J’ai eu récemment une
conversation avec un collègue américain au cours d’un colloque sur les
relations entre la Russie et l’Otan. J’aimerais préciser, car la suite pourrait
en faire douter, que ce collègue était parfaitement sobre.
Nous parlions de la
position des médias occidentaux, et en particulier américains, et de la
descriptions qu’ils donnent de ce qui se passe actuellement dans l’est de
l’Europe et en Ukraine. J’expliquais que ces positions me semblaient appartenir
plus à un monde virtuel qu’au monde réel, ce qui m’attira le commentaire
surprenant suivant : « Si vous vous souciez encore de la réalité,
c’est que vous faites partie du monde des perdants, des faibles, des esclaves.
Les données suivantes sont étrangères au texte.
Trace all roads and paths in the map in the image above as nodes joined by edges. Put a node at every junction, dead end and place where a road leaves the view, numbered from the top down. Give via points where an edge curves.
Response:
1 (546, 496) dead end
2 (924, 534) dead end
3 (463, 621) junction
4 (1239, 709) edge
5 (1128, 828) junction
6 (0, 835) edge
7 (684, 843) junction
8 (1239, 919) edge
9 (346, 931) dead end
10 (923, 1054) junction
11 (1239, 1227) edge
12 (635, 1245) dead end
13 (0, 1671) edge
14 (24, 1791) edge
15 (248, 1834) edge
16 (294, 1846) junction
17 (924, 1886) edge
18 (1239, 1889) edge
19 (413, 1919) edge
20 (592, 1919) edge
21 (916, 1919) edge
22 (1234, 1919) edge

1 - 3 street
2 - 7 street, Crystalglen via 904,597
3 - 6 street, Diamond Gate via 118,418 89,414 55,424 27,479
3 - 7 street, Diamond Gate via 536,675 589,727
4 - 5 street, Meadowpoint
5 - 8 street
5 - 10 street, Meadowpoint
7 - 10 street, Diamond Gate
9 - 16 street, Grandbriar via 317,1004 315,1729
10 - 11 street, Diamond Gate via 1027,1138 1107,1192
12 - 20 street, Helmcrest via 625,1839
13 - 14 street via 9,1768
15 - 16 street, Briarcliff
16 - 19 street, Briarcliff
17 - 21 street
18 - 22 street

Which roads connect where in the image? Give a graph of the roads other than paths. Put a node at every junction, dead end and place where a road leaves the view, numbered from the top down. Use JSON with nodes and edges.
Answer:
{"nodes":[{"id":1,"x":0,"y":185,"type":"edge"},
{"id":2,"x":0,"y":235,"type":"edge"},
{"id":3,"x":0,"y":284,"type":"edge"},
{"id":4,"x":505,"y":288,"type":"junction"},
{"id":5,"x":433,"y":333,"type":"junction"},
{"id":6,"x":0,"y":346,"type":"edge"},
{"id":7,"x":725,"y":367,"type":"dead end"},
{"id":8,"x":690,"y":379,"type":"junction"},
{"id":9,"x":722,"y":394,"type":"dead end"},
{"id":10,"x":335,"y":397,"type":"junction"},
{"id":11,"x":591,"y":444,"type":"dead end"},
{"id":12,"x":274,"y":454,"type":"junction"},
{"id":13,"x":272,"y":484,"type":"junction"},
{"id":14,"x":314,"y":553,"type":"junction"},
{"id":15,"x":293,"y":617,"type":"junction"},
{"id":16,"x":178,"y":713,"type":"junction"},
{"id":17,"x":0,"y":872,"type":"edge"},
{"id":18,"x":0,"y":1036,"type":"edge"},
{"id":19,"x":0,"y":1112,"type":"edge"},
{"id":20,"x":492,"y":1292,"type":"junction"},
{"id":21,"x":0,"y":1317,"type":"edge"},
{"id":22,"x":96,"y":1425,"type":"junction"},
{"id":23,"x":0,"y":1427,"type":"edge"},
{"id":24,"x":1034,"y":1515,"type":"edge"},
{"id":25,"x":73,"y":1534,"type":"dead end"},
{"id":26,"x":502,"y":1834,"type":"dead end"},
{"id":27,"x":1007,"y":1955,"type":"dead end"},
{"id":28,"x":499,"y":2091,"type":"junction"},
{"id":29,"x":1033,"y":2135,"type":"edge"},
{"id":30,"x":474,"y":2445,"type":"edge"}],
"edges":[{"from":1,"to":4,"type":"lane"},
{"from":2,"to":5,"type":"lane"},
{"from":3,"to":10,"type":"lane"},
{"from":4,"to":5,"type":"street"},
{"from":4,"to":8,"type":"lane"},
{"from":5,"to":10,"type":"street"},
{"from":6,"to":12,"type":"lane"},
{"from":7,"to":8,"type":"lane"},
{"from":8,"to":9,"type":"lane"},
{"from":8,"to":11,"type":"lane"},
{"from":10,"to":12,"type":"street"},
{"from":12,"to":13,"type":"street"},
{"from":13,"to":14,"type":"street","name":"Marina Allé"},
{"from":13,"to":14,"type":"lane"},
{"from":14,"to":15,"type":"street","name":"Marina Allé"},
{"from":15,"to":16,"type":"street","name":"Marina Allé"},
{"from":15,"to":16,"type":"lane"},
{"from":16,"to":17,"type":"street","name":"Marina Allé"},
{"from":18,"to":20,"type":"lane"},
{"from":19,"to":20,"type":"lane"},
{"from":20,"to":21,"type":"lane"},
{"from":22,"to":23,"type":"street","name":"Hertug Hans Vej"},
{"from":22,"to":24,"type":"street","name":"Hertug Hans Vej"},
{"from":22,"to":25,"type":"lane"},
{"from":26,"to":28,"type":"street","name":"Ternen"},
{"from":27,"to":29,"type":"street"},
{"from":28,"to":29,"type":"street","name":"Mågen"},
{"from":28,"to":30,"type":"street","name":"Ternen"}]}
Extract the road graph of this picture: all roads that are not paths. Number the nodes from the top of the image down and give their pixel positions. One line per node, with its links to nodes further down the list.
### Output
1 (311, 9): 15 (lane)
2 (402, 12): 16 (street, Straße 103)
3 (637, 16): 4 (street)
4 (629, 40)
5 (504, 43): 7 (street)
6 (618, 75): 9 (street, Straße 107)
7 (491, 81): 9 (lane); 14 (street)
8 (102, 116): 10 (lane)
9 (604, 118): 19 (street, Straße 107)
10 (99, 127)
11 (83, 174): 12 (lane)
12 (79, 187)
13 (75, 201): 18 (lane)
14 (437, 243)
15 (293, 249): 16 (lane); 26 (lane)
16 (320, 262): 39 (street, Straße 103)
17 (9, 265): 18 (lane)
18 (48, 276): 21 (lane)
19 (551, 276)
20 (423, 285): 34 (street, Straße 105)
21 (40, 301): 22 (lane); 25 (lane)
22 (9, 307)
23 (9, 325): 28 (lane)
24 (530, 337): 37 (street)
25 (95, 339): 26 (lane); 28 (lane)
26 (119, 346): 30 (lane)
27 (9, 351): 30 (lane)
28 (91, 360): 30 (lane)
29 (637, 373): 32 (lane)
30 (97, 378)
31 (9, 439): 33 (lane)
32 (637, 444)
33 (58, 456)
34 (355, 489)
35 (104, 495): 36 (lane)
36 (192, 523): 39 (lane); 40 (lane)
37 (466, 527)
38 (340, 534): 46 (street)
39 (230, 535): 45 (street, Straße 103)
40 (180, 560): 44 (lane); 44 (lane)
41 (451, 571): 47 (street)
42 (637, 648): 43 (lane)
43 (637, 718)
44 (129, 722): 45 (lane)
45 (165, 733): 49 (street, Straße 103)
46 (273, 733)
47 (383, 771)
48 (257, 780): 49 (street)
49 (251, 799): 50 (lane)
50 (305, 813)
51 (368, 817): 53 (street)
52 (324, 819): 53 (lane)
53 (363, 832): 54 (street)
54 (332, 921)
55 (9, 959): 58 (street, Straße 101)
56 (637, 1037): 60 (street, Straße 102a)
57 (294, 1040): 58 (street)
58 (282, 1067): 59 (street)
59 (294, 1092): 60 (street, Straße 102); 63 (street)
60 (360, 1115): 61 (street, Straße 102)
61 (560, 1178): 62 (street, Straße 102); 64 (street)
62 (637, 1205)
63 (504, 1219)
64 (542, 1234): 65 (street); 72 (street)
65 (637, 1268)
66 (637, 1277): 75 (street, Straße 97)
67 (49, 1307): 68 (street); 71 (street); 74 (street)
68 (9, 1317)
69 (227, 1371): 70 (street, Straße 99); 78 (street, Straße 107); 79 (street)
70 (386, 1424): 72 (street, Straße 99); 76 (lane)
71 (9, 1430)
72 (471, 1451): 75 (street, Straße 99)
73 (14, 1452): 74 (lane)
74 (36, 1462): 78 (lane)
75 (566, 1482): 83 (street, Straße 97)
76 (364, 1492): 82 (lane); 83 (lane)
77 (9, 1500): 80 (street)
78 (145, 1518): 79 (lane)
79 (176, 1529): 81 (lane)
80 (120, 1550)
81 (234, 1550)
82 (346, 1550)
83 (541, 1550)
Les forts ne s’en soucient plus, parce que la réalité, c’est eux qui la
créent ».
Cela ressemble à première
vue à une boutade. Mais la personnalité de mon interlocuteur et le sérieux avec
lequel il a énoncé ce qui semblait être, pour lui, une évidence ne me
permettaient pas de considérer son propos comme une boutade. Il était, en
réalité, profondément convaincu de ce qu’il disait. Si on arrive à se
convaincre que l’on dispose d’une puissance quasiment sans limites, même la
réalité ne peut plus être acceptée comme telle en ce qu’elle limiterait la
puissance. La réalité doit obligatoirement correspondre à ses désirs et la
limite entre le réel et le virtuel a tendance à disparaître progressivement.
Il n’y a donc pas de
duplicité, et on ne peut parler d’hypocrisie dans la mesure où dans l’esprit de
votre interlocuteur la limite a disparu. Mais c’est particulièrement inquiétant
car il n’y a pas non plus d’entente possible. On ne se comprend pas parce que l’on
ne peut plus se parler et on ne peut plus se parler parce que chacun vit dans
son monde dont il est persuadé qu’il s’agit bien du seul monde « réel ».
Les exemples ne manquent
pas que l’on doit maintenant observer différemment. Si un membre du G8 a un comportement
non conforme, on ne cherche pas à lui parler, à le convaincre, on ne cherche
pas à réévaluer sa propre position, on l’exclut.
Même chose pour les
réactions des dirigeants de l’Union Européenne vis à vis de la Grèce. Même
chose encore pour l’OSCE, supposée assurer une position d’observateur neutre de
la situation en Ukraine et qui vient de voter à Helsinki une motion proposée
par une des parties au conflit.
On croit rêver disais-je souvent. En ce moment,
j’aimerais être en train de rêver car tout ceci est très inquiétant.